Correio do Estado – Turismo: Rio da Prata

O Rio da Prata pode até não conter o metal precioso, mas suas belezas naturais vêm atraindo centenas de turistas que se dirigem à região da Serra da Bodoquena na alta e baixas temporadas, Uma turista brasiliense, de origem indonésia, em recente visita ao Rio da Prata recomendou: “Quem tiver um único dia para passar em Bonito, deve escolher o Rio da Prata”.

Tudo isso porque o passeio reúne os elementos de maior atração para quem visita a região: águas cristalinas, flutuação, trilhas ecológicas, fauna e flora exuberantes. E tem como diferenciais a maior variedade de peixes, ressurgências de águas subterrâneas e maior extensa do percurso na água – são 2.500 metros de flutuação nas águas dos rios Olho D´Água e Prata, afluentes do Rio Miranda.

Sobre os peixes, mais um ponto a favor do Prata, Lá são encontradas 37 espécies diferentes, sendo o único passeio onde o turista pode ver pintados e cardumes de pacus, conforme informou o guia turístico mais antigo de Bonito, Sérgio Ferreira Gonzáles. O passeio todo dura quatro horas dentro da fazenda, iniciando com uma caminhada de 50 minutos pela trilha interpretativa da mata ciliar do Prata, cruzando com animais silvestres a todo o momento, desde macacos a mutuns. Após a caminhada o turista chega à nascente do Olho D’Água, onde o equipado com máscara inicia a flutuação.

Temperatura – A água no rio tem temperatura média de 21º C no verão, enqunato na baixa temporada (outono, inverno) a média é de 22º C a 23º C. Quando a água está mais quente é possível até mesmo ver uma sucuri se banhando no Prata. A surpresa marcou o passeio de dois turistas portugueses, que ficaram alguns minutos acompanhando os movimentos do réptil. “A sucuri é um animal que foge do movimento.
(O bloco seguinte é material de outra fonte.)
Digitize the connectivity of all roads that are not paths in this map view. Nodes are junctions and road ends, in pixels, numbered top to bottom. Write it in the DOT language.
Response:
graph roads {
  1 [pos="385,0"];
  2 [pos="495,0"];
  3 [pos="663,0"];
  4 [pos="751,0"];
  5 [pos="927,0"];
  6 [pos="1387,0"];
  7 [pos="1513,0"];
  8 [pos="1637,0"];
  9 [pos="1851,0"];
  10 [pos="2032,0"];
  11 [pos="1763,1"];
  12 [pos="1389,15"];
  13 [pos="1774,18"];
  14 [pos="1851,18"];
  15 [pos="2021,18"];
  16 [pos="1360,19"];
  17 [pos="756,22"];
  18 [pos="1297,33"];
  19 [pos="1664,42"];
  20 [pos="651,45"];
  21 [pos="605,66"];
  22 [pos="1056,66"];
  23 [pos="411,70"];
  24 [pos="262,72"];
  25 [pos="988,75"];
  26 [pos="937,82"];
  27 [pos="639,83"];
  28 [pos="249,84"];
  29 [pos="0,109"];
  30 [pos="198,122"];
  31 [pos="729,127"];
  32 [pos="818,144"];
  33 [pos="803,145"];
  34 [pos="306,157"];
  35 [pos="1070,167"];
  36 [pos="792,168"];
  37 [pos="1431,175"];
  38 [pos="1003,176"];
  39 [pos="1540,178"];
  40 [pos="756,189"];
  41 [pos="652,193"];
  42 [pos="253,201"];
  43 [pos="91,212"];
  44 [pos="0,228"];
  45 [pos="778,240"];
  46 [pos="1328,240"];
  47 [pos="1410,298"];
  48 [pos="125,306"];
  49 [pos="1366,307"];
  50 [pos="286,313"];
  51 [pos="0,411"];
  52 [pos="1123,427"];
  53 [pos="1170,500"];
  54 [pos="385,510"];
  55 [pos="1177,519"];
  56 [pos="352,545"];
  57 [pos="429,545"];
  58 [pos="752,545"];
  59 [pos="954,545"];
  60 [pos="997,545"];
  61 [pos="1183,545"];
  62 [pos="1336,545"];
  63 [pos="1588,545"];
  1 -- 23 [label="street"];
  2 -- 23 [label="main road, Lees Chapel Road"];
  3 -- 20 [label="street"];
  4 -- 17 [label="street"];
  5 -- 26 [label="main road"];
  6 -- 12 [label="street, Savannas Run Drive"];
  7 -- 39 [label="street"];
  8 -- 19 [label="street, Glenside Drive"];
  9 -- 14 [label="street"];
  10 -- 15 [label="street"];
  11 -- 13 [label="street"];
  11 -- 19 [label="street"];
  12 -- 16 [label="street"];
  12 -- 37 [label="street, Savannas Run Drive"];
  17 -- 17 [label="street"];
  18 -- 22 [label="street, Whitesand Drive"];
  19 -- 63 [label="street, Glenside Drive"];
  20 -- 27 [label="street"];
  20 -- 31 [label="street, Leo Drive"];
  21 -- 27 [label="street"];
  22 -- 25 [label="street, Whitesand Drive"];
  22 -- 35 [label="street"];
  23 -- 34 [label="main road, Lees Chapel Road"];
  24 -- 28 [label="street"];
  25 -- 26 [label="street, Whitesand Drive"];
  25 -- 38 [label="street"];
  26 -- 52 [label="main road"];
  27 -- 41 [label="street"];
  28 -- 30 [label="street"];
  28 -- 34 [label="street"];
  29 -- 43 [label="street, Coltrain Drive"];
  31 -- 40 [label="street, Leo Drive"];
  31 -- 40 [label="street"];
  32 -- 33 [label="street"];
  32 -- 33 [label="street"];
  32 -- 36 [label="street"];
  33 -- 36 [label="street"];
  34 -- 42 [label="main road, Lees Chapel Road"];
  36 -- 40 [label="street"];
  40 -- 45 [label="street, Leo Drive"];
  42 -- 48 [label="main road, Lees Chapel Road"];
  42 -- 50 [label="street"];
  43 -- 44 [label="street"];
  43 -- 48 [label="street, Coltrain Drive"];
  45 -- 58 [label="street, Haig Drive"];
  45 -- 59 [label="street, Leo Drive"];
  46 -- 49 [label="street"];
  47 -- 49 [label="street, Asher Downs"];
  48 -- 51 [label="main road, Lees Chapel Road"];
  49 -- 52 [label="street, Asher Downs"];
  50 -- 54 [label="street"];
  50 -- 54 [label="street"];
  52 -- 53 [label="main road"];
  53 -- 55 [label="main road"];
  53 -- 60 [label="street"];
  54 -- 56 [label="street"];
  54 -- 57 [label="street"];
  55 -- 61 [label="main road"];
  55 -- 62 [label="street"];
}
Nunca foi registrado ataque de sucuri a turistas aqui na região”, garantiu Gonzáles.

A flutuação tem o auge na chegada às ressurgências, que se formam devido a fendas geológicas e à passagem de um rio subterrâneo. O local foi convenientemente chamado “vulcão”. Uma turista paulista comparou o som produzido no “vulcão” as batidas do coração. O retorno à sede é bastante esperado, já que para recompor as energias é servido um almoço típico, com pratos como o guisado, sopa paraguaia e carreteiro.